United States Intellectual Property

The U.S. Court of Appeals for the Federal Circuit affirmed a district court’s calculation of "reasonable royalties" that accounted for intangible benefits conferred on the market by the patentee’s licensing program. Monsanto Co. v. McFarling, Case Nos. 05-1570, -1598 (Fed. Cir., May 24, 2007) (Perry, J.).

In order to purchase Monsanto’s patented, genetically modified soybean seeds, farmers were required to sign a "Technology Agreement," which granted them a license to use the seeds, subject to various obligations: payment of a "Technology Fee" directly to Monsanto; a promise to purchase seeds only from authorized Monsanto dealers; and a promise to use the seeds only for that season. McFarling violated the terms of this agreement by improperly replanting seeds containing the patented technology. Monsanto successfully sued for infringement.

Pursuant to 35 U.S.C. § 284, Monsanto sought damages equivalent to "reasonable royalties" expected from the infringing period. The district court denied McFarling’s motions to limit these damages to only the Technology Fee, or $6.50 per bag of seed, and the jury returned an award of $40 per bag of seed.

The district court found, and the Federal Circuit affirmed, that because the Technology Agreement imposed an obligation to purchase from authorized distributors that charged an additional $19 to $22 per bag, "[i]n effect, the amount … that can be characterized as a pure royalty payment was $25.50 to $28.50." However, despite recognizing that "[a]n established royalty is usually the best measure of a ‘reasonable’ royalty," the Federal Circuit held that it would have been improper to limit the calculation of Monsanto’s damages to only that amount.

Evidence presented at trial showed that the licensing program was of great intangible value to Monsanto by protecting its reputation among the farmers and providing leverage with seed distributors.

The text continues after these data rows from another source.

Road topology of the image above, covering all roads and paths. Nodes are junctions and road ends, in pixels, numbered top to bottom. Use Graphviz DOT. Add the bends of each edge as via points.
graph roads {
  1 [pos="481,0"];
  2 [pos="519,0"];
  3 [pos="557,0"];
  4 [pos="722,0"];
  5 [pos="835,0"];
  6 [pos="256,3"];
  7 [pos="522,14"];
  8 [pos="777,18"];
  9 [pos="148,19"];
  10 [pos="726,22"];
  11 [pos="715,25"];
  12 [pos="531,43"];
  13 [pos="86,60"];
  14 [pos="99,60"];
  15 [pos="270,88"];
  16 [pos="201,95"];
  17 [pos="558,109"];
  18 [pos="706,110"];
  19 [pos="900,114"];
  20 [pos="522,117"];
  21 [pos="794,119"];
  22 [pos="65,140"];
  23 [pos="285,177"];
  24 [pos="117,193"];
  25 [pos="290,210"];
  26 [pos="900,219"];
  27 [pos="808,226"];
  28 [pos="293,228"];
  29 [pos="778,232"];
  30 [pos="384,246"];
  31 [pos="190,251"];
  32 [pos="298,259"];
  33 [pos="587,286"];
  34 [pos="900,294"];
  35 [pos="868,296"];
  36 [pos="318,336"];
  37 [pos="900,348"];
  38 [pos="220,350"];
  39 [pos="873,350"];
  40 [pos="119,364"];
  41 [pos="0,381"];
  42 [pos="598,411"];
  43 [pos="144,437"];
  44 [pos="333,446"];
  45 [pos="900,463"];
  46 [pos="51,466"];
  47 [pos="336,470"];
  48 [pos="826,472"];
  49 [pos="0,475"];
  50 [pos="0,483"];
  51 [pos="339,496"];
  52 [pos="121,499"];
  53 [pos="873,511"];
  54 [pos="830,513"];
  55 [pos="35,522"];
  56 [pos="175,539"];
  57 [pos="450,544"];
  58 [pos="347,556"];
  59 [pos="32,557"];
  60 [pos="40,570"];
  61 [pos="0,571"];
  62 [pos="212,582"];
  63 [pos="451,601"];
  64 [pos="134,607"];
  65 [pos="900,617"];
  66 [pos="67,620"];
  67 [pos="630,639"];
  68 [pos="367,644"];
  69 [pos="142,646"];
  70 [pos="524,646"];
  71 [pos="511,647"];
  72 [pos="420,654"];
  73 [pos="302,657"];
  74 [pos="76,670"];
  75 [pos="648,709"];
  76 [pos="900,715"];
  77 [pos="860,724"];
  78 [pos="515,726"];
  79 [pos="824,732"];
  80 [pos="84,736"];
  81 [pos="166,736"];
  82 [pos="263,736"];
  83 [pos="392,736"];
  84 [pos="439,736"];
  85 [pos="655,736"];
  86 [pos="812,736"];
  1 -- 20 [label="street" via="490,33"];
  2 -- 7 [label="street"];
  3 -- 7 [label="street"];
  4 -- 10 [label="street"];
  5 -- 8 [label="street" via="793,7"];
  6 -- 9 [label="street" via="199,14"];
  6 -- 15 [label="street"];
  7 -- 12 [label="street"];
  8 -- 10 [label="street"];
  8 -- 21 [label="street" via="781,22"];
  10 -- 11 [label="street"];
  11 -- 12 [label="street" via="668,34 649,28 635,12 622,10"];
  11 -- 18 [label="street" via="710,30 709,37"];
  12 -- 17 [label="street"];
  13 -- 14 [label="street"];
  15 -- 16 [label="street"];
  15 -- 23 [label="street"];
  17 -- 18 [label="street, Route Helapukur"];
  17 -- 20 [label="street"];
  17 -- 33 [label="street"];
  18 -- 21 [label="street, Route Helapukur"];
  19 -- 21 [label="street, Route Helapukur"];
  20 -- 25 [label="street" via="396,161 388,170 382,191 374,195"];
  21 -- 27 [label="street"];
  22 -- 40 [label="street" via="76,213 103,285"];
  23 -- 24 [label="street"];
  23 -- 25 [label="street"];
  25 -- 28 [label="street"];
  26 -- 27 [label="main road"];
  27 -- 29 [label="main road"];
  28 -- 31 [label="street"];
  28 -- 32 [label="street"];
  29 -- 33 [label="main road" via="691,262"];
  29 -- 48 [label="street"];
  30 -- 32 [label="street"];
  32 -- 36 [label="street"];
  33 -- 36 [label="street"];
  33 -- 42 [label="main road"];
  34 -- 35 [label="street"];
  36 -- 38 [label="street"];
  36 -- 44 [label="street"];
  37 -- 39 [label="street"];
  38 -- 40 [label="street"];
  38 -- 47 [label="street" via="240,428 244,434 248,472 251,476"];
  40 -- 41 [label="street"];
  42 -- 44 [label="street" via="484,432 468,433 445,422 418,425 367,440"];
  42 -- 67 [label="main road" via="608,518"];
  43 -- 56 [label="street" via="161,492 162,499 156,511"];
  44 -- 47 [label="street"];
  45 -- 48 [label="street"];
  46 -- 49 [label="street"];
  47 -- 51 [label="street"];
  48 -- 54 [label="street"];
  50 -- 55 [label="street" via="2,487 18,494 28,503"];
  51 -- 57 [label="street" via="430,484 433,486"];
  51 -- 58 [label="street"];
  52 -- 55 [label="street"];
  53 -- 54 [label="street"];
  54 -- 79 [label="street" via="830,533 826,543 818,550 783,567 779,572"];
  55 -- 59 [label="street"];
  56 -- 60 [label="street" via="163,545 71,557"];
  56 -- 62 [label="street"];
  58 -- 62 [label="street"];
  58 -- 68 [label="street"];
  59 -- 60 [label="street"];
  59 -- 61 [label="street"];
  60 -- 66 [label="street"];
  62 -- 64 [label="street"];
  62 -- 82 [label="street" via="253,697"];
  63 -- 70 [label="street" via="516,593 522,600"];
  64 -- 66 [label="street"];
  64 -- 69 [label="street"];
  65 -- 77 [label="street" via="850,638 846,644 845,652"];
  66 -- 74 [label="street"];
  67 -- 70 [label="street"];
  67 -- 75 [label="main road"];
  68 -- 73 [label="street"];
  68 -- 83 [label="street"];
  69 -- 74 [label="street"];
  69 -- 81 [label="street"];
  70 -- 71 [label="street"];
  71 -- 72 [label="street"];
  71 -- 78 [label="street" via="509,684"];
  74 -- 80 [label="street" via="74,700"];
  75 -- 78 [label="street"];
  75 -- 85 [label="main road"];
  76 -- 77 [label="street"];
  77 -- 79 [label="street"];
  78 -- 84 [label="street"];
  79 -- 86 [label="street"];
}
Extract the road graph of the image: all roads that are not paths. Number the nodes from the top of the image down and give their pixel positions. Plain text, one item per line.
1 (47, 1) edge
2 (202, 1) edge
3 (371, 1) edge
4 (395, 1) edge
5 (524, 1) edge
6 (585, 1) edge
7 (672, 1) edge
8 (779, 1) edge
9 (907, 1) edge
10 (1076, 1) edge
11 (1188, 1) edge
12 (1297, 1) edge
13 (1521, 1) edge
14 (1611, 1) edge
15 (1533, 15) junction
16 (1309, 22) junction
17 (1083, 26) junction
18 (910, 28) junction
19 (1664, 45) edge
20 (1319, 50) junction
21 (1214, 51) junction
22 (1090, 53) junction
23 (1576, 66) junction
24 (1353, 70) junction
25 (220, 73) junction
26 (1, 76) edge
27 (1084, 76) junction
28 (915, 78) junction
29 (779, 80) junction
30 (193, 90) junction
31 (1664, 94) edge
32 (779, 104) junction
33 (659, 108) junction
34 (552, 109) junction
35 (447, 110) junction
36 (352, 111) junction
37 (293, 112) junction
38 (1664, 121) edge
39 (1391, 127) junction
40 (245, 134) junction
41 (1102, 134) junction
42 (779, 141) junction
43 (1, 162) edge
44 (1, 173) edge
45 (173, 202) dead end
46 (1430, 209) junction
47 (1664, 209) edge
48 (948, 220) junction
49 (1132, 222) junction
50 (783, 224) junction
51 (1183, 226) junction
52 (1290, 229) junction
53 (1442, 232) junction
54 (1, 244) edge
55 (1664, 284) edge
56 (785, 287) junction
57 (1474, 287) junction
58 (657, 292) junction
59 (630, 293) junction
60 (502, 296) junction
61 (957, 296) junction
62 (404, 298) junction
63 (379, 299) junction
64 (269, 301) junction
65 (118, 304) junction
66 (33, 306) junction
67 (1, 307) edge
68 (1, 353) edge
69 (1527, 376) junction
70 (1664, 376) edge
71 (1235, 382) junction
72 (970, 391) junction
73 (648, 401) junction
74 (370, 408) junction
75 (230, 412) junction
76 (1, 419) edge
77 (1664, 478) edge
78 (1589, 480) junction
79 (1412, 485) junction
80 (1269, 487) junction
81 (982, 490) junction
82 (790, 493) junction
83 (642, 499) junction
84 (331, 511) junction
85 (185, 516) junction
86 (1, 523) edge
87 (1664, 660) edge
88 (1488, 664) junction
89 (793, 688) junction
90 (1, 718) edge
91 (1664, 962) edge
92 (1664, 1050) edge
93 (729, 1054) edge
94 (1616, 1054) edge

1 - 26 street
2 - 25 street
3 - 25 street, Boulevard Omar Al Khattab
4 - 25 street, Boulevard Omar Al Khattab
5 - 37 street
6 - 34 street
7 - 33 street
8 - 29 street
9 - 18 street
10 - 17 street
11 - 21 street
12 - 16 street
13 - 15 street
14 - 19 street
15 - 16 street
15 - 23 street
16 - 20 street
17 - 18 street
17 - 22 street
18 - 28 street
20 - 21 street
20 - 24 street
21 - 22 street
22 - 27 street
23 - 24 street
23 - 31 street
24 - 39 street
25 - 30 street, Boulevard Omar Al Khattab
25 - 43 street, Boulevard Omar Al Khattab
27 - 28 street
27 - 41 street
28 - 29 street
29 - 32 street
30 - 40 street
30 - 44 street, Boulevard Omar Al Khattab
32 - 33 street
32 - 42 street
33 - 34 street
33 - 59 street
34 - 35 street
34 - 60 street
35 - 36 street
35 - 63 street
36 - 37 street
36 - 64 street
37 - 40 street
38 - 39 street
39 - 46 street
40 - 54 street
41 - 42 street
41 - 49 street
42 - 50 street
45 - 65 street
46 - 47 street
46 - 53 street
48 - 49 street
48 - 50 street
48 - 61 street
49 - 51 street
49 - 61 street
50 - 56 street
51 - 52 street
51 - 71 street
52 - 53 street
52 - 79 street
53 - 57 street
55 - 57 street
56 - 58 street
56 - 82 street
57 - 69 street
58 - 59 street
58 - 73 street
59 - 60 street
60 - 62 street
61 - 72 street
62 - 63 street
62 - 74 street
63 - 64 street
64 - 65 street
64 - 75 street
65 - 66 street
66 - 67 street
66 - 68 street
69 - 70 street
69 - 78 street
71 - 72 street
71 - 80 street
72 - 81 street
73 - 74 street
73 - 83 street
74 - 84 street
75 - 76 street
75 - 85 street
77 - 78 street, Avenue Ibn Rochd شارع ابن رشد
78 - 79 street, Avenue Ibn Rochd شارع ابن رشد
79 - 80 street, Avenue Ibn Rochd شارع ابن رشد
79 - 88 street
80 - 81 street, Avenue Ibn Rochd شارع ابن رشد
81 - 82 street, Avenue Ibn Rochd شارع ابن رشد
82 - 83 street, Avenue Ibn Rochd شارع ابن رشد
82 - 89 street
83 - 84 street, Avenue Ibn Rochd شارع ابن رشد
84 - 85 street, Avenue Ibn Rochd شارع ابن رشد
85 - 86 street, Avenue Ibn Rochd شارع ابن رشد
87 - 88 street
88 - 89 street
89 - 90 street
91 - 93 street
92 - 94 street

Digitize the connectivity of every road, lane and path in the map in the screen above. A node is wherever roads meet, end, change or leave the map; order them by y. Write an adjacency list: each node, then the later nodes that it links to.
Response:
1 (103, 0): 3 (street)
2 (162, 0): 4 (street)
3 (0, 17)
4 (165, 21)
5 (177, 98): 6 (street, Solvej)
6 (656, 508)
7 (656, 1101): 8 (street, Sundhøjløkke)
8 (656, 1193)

Even though it is difficult to assign a dollar value to these benefits, they "nonetheless justify the jury’s finding that a reasonable royalty for a license to engage in conduct like Mr. McFarling’s would exceed the amount of the payments made by farmers who participated in the licensing program."

The Court also relied on expert testimony to determine the actual dollar benefit conveyed to the farmers in having access to Monsanto’s technology through increased crop yield and cost savings. The Court noted that, based on those advantages alone, it was reasonable for the jury to suppose that, in a hypothetical negotiation, a purchaser would pay a royalty of $40 per bag for the seed. Noting that a jury’s award will be affirmed unless "grossly excessive or monstrous, clearly not supported by the evidence or based only on speculation or guesswork," the Court found sufficient reasons to affirm the jury’s verdict.

Practice Note: Under McFarling, practitioners will have more evidence at their disposal to define a "reasonable royalty." The Patent Reform Act of 2007 reflects the same flexible standard by proposing that in addition to the terms of non-exclusive licensing agreements, courts "may also consider … any other relevant factors under applicable law." Sec. 5(a)(4).

The content of this article is intended to provide a general guide to the subject matter. Specialist advice should be sought about your specific circumstances.